According to unofficial Supreme Board of Election (YSK) figures, turnout in all 60 countries has reached 41 percent. The figures show that some 1.26 million out of 3 million registered Turkish voters abroad have gone to the polls so far. Six candidates are running for president, while eight political parties are taking part in the parliamentary elections. If the presidential election goes to a second round, the voters will go to the polls again one of the following Sundays. Recep Tayyip Erdogan has served as the president since 2014 – Turkey’s first popularly elected president. Before that, he served as the prime minister from 2003 to 2014. If re-elected on Sunday, he will be Turkey’s first president under its new presidential system of government.

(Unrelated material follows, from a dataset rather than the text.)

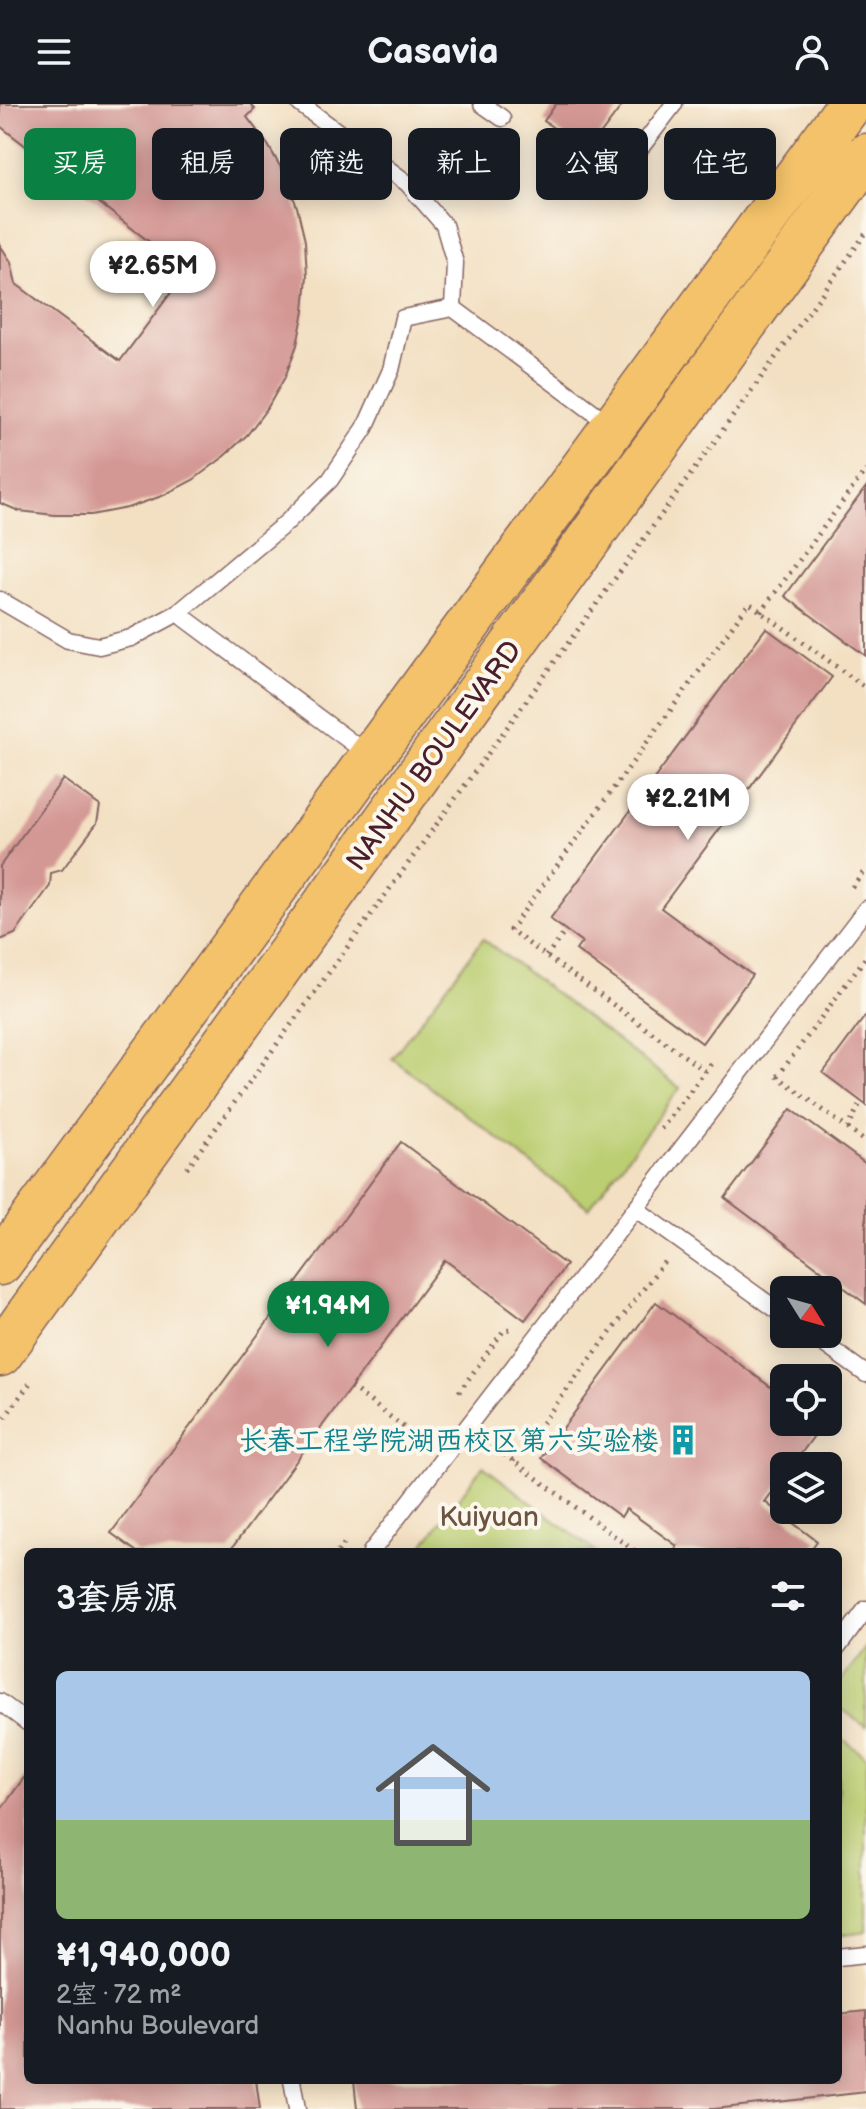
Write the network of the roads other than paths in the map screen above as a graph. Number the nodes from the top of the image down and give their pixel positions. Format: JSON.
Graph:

The parliamentary election will determine the incoming 600 members of the Parliament, up from 550, and the minimum age for members will be 18, lowered from 25 by the 2017 constitutional amendments. The parliamentary election is to be held every five years, raised from four years, and are held on the same day as the presidential election. In the current parliamentary system, the conservative Justice and Development Party (AK Party) rules the country alone, controlling around three-fifths of the seats in the Parliament after the November 2015 general election. It is followed by the main opposition center-right Republican People’s Party (CHP), pro-Kurdish People’s Democratic Party (HDP), far-right Nationalist Action Party (MHP) and the newly formed right-wing IYI (Good) Party.
A referendum held in April 2017 granted sweeping presidential powers to President Erdogan. These newly designated authorities are as followed:
- The president will be able to directly appoint top public officials, including ministers
- He will also be able to assign one or several vice-presidents
- The job of the prime minister will be scrapped
- The president will have the power to intervene in the judiciary, which Erdogan has accused of being influenced by Fethullah Gulen.
- The president will decide whether or not to impose a state of emergency
President Erdogan will be seeking to extend his 15 years tenure which he thinks is necessary to meet the challenges which Turkey, as a state, is facing right now. The economy has become a major issue in Turkish elections thanks to inflation that’s running at 12%, and a currency that has dropped to a record low against the US dollar. Erdogan, who says he wants greater control over the economy, has made matters worse by suggesting he wants to control interest rates. Foreign investors, who fear a loss of independence at the central bank, have taken flight.